*Task brief:* Note how many lines in these entries contain "Answer", and reply with that number alone.

### Entries provided

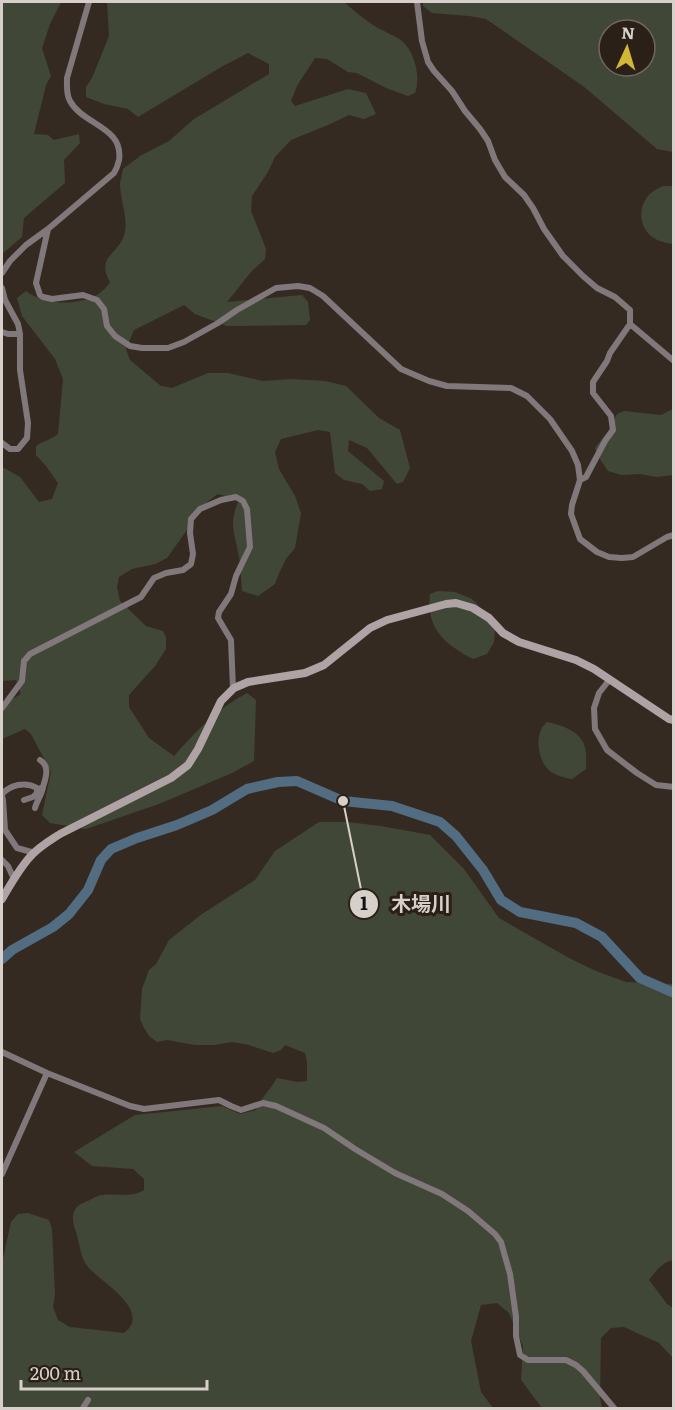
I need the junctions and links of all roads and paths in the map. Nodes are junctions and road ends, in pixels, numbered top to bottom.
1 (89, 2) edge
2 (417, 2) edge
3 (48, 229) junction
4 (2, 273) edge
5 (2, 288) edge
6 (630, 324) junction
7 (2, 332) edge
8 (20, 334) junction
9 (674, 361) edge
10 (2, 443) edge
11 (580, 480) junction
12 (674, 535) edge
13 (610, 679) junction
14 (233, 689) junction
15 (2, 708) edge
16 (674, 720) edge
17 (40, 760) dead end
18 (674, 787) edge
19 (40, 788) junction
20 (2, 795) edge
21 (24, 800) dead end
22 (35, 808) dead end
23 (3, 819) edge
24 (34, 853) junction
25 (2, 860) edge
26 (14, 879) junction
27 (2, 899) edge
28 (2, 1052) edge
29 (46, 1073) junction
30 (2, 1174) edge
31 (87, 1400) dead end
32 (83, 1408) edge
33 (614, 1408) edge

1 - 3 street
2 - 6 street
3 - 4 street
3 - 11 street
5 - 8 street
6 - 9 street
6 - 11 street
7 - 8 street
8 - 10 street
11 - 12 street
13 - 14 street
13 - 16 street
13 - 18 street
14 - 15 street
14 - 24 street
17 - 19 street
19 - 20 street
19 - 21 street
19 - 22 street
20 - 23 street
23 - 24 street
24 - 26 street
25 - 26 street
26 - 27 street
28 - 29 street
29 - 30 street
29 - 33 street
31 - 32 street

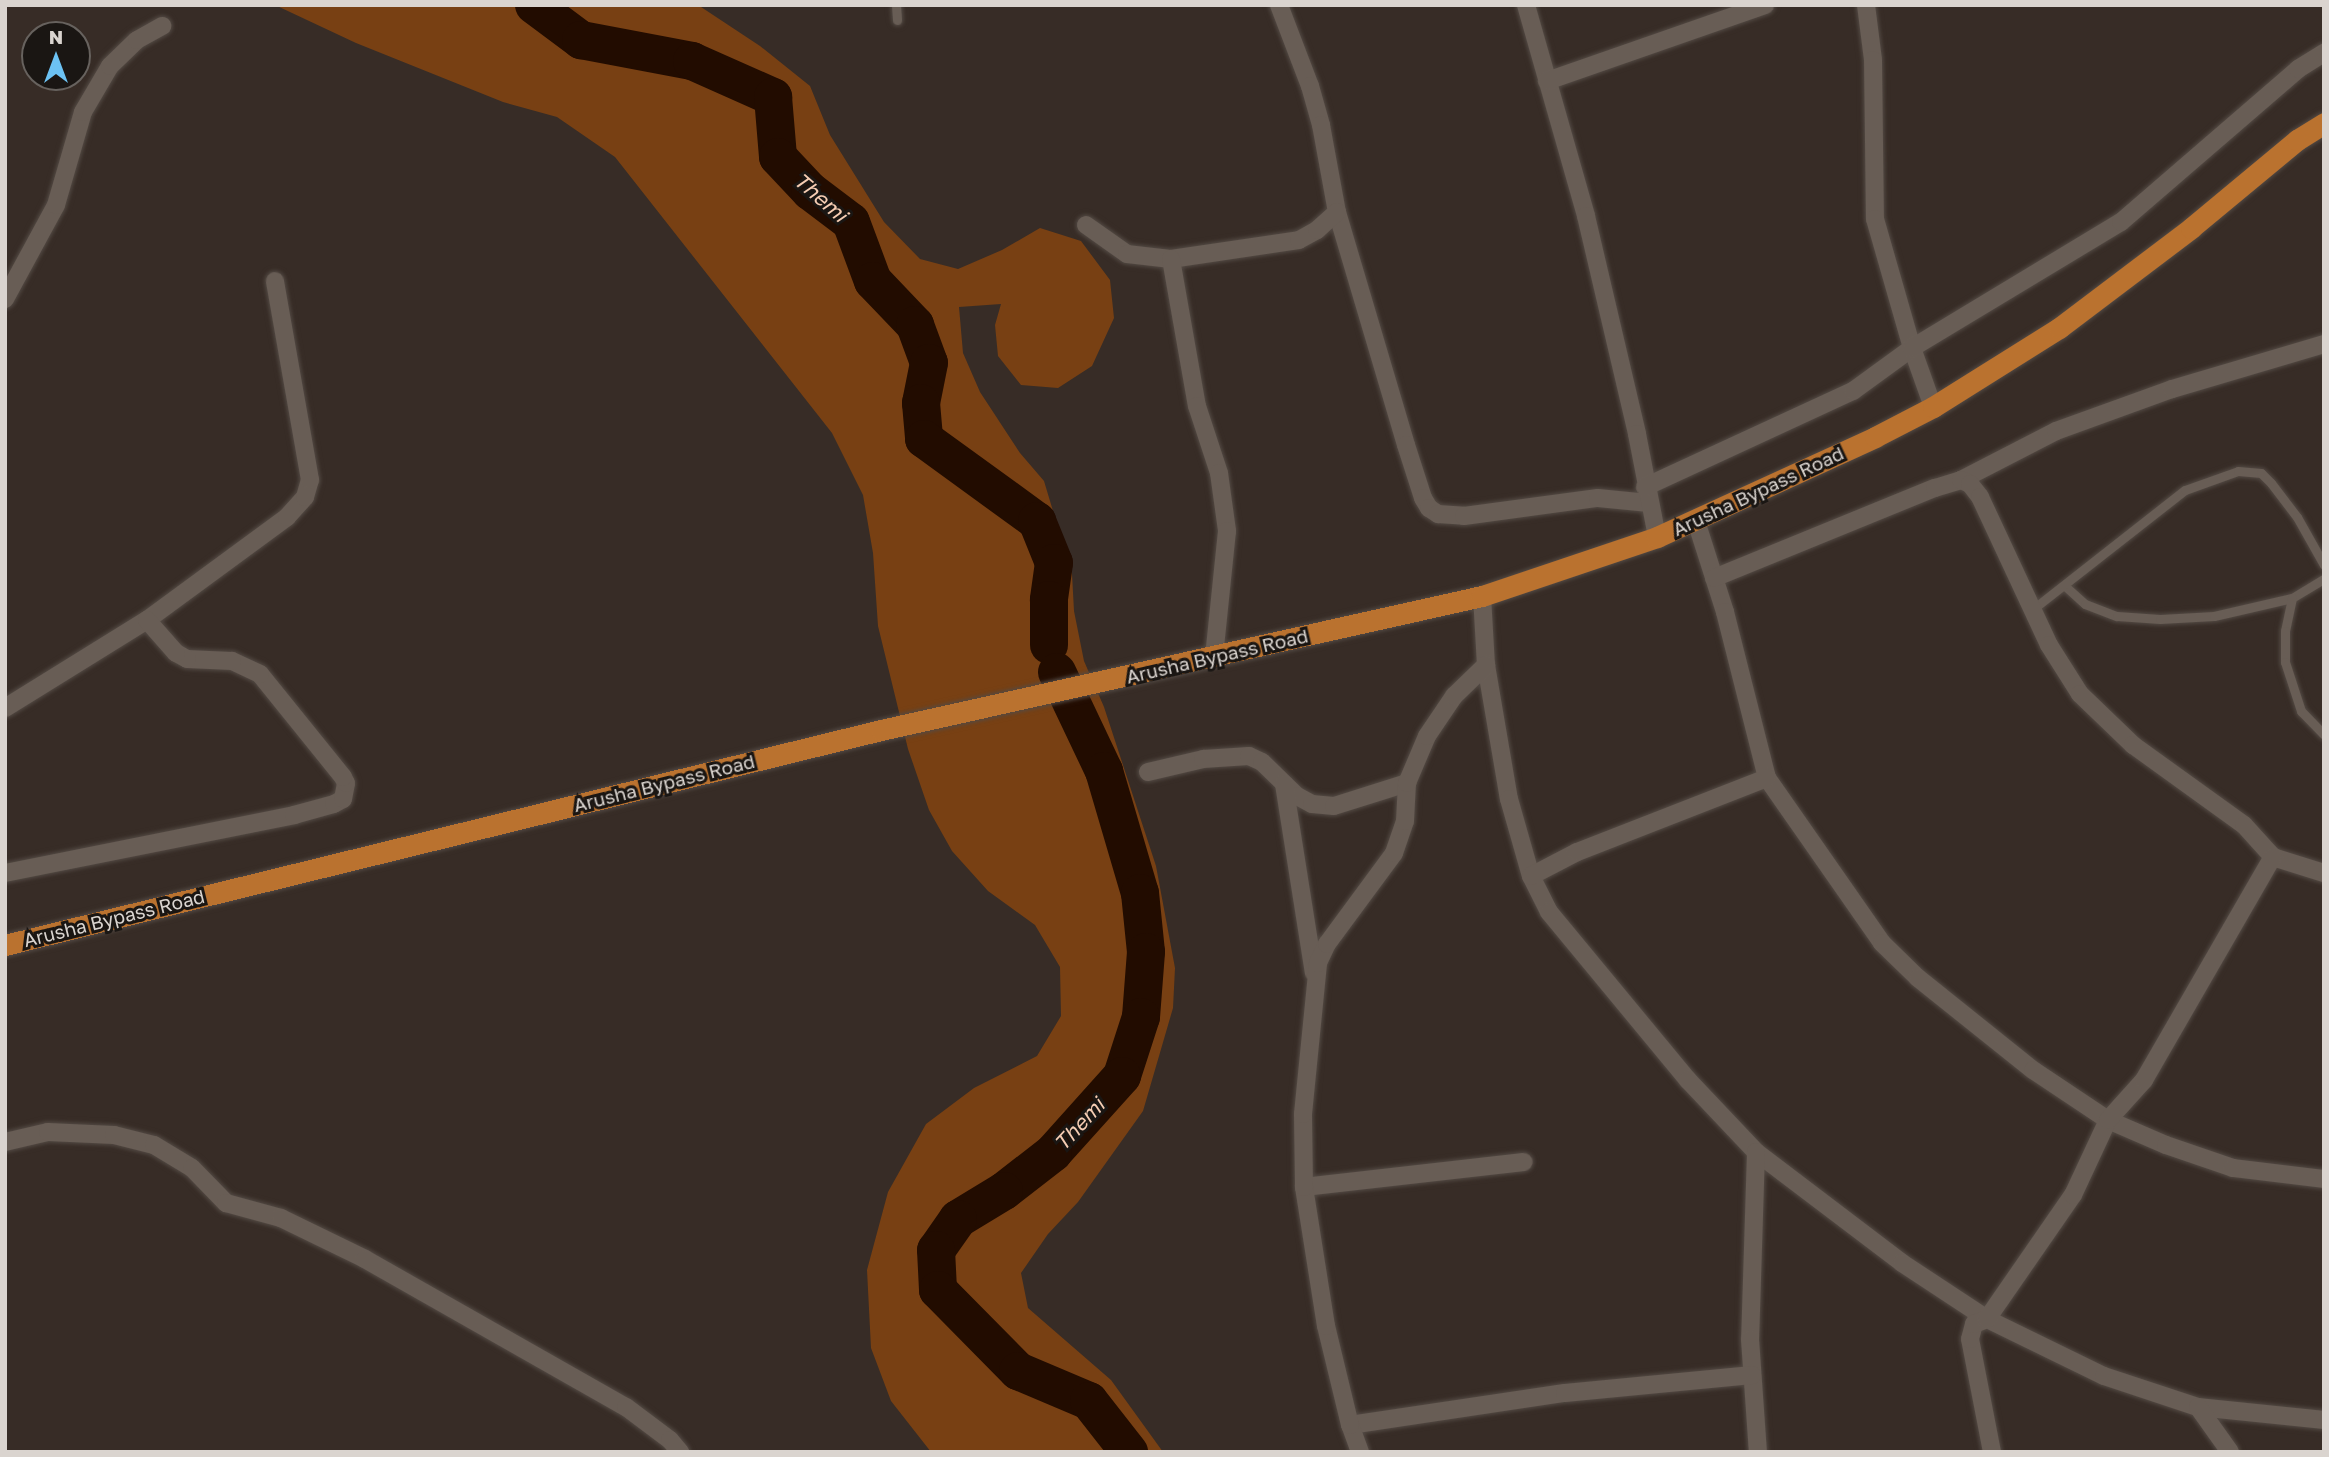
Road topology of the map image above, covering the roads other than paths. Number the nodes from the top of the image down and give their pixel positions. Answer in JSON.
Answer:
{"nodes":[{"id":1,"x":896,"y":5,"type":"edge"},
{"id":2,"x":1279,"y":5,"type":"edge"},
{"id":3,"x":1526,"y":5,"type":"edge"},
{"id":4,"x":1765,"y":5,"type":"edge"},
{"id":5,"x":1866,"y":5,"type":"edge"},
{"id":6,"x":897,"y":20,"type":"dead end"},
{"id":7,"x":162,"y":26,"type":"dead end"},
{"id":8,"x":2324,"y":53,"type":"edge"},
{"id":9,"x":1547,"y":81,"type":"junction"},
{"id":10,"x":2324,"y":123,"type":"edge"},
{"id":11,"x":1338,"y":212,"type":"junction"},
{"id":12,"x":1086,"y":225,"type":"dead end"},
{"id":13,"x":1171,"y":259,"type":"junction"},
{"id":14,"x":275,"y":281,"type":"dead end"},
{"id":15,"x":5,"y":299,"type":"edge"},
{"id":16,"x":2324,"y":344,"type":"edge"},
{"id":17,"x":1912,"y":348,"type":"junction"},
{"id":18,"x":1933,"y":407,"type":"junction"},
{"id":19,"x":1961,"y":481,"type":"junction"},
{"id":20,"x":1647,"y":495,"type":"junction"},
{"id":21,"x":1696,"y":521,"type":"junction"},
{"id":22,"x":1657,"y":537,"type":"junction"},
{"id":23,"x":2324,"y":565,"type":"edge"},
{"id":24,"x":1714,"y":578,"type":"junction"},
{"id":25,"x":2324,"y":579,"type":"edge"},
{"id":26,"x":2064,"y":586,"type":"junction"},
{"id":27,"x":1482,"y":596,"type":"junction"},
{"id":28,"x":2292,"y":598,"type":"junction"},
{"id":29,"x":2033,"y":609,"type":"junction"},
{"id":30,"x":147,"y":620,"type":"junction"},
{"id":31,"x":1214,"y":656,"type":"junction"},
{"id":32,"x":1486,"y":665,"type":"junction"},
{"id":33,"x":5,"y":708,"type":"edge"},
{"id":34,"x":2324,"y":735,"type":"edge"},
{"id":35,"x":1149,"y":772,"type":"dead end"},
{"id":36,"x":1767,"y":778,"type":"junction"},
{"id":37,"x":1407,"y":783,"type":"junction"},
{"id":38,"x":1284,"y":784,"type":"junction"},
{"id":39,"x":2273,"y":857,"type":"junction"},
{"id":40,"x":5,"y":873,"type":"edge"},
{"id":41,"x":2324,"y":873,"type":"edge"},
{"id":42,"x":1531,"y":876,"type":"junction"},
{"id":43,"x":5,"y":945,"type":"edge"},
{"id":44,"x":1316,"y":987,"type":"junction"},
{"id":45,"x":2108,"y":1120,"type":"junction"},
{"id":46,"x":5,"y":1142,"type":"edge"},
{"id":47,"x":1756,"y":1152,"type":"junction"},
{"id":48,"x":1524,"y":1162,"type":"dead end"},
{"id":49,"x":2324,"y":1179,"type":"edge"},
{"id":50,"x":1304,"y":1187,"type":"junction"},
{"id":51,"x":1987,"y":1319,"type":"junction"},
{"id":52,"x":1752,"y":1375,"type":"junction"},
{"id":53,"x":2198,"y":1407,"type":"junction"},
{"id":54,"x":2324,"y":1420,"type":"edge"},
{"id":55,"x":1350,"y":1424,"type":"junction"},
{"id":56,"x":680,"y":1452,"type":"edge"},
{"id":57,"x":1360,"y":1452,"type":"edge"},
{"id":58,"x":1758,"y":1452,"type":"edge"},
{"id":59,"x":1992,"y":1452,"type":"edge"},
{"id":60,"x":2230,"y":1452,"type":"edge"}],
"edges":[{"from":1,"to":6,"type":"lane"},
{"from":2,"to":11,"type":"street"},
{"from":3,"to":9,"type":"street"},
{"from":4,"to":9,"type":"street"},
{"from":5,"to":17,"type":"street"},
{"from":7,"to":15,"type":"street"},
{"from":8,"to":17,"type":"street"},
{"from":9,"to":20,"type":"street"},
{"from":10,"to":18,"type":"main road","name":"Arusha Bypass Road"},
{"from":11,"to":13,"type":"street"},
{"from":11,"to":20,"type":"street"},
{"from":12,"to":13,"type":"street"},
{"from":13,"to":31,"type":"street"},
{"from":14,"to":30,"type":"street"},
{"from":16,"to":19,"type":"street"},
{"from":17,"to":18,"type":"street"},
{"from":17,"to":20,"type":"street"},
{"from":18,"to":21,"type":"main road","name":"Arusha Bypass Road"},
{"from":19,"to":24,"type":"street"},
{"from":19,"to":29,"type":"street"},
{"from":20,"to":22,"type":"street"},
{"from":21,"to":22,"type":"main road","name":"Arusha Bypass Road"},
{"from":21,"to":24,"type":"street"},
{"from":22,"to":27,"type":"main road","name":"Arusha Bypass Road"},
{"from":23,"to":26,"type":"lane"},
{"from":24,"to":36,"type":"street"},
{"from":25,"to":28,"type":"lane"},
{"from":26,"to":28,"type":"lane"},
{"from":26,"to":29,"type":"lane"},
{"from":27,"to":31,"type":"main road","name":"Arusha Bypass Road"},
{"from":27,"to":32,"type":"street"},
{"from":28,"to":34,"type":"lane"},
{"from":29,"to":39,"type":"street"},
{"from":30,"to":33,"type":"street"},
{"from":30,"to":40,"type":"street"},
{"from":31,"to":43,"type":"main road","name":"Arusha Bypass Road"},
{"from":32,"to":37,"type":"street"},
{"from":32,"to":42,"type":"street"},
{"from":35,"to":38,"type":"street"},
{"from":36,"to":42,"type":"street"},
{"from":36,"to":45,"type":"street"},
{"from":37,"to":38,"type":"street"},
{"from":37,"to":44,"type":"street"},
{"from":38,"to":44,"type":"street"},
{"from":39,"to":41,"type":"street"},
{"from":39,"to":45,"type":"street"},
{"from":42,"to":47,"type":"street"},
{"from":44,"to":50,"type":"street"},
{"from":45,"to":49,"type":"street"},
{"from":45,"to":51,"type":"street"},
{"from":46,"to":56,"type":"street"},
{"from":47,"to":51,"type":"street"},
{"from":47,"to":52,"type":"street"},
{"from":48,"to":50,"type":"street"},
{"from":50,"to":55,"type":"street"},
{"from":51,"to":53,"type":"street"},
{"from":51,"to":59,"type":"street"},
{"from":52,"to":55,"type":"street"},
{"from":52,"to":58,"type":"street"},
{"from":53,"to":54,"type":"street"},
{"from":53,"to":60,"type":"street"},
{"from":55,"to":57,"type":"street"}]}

######

*Solution:* 2